Elon Musk évoque un vol orbital du Starship au mois de mai 2022. Cela fait pratiquement un an que le prototype de fusée de SpaceX n’a plus décollé.

Où en est le Starship ? Voilà la question que l’on se pose, car cela fait presque un an que le vaisseau spatial de SpaceX n’a pas fait l’objet d’un nouveau test de décollage. La dernière fois, c’était en mai 2021 et ça c’était très bien passé : l’engin avait pu faire un essai en haute altitude, exécuter certaines manœuvres et atterrir sans finir dans une immense boule de feu.

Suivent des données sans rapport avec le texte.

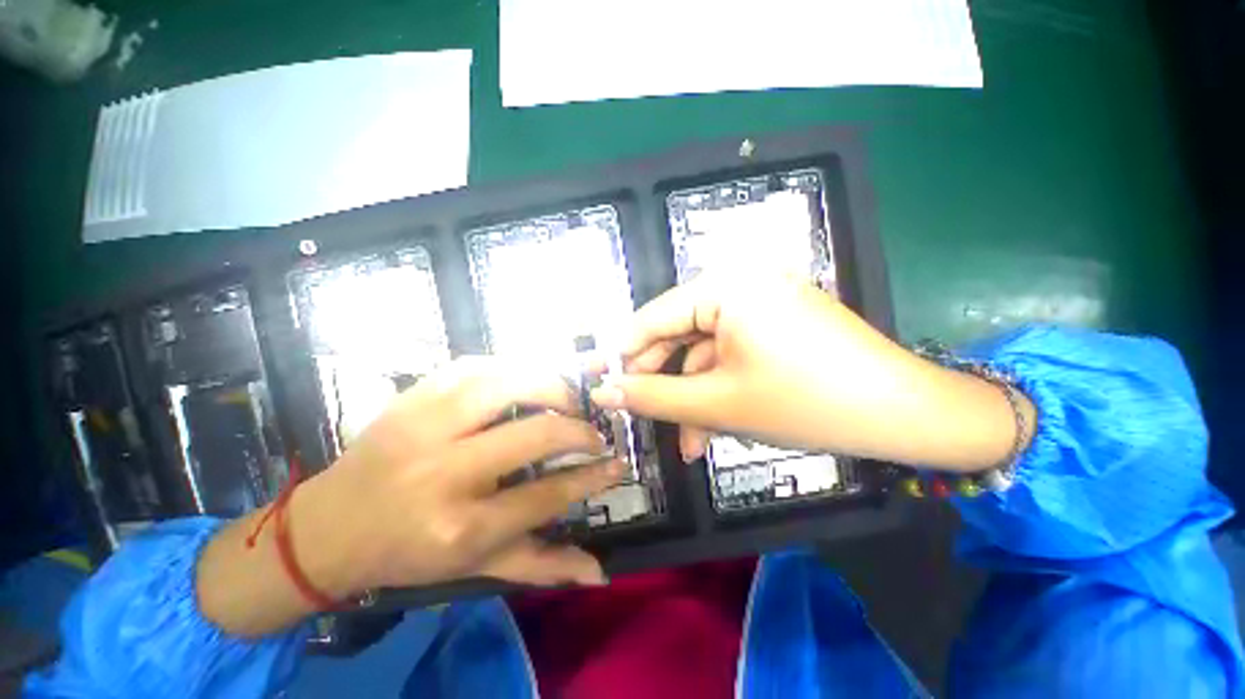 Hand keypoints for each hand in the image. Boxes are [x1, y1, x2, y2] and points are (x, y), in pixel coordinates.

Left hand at [199, 357, 624, 635]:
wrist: (326, 527)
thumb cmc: (406, 553)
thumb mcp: (473, 569)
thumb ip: (540, 565)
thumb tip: (599, 572)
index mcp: (460, 527)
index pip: (548, 495)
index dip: (593, 476)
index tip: (616, 463)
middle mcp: (444, 473)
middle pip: (536, 434)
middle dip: (580, 430)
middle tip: (593, 432)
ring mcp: (423, 427)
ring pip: (507, 385)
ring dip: (550, 386)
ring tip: (566, 398)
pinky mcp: (411, 398)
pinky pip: (473, 367)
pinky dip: (509, 367)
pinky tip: (524, 377)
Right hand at [592, 275, 1029, 469]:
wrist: (906, 416)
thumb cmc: (804, 403)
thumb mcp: (717, 403)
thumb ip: (652, 397)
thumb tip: (603, 391)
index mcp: (726, 285)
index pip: (654, 317)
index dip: (625, 354)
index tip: (602, 383)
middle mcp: (742, 283)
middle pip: (680, 335)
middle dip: (665, 383)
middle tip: (645, 418)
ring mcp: (763, 302)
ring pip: (707, 352)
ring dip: (695, 397)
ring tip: (690, 443)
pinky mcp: (777, 323)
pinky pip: (733, 354)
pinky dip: (721, 388)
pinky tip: (715, 426)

Un vol du Starship de SpaceX espéré en mai

Mais il pourrait bientôt y avoir une effervescence nouvelle autour du pas de tir : en effet, Elon Musk a décrit un calendrier potentiel pour le Starship : un essai au cours du mois de mai 2022 pourrait avoir lieu. Et cet essai est très attendu, car il s’agit du fameux vol orbital dont on parle depuis 2021. Il s’agit de survoler largement la Terre, en partant du Texas pour finir non loin d’Hawaï.

Le Starship doit être le futur vaisseau spatial de SpaceX. Il sera son couteau suisse pour tout faire ou presque. D’ici quelques années, il remplacera donc la Falcon 9, qui est la fusée actuelle de la société pour envoyer des satellites ou des astronautes, et le Falcon Heavy, qui est une déclinaison plus musclée de la Falcon 9.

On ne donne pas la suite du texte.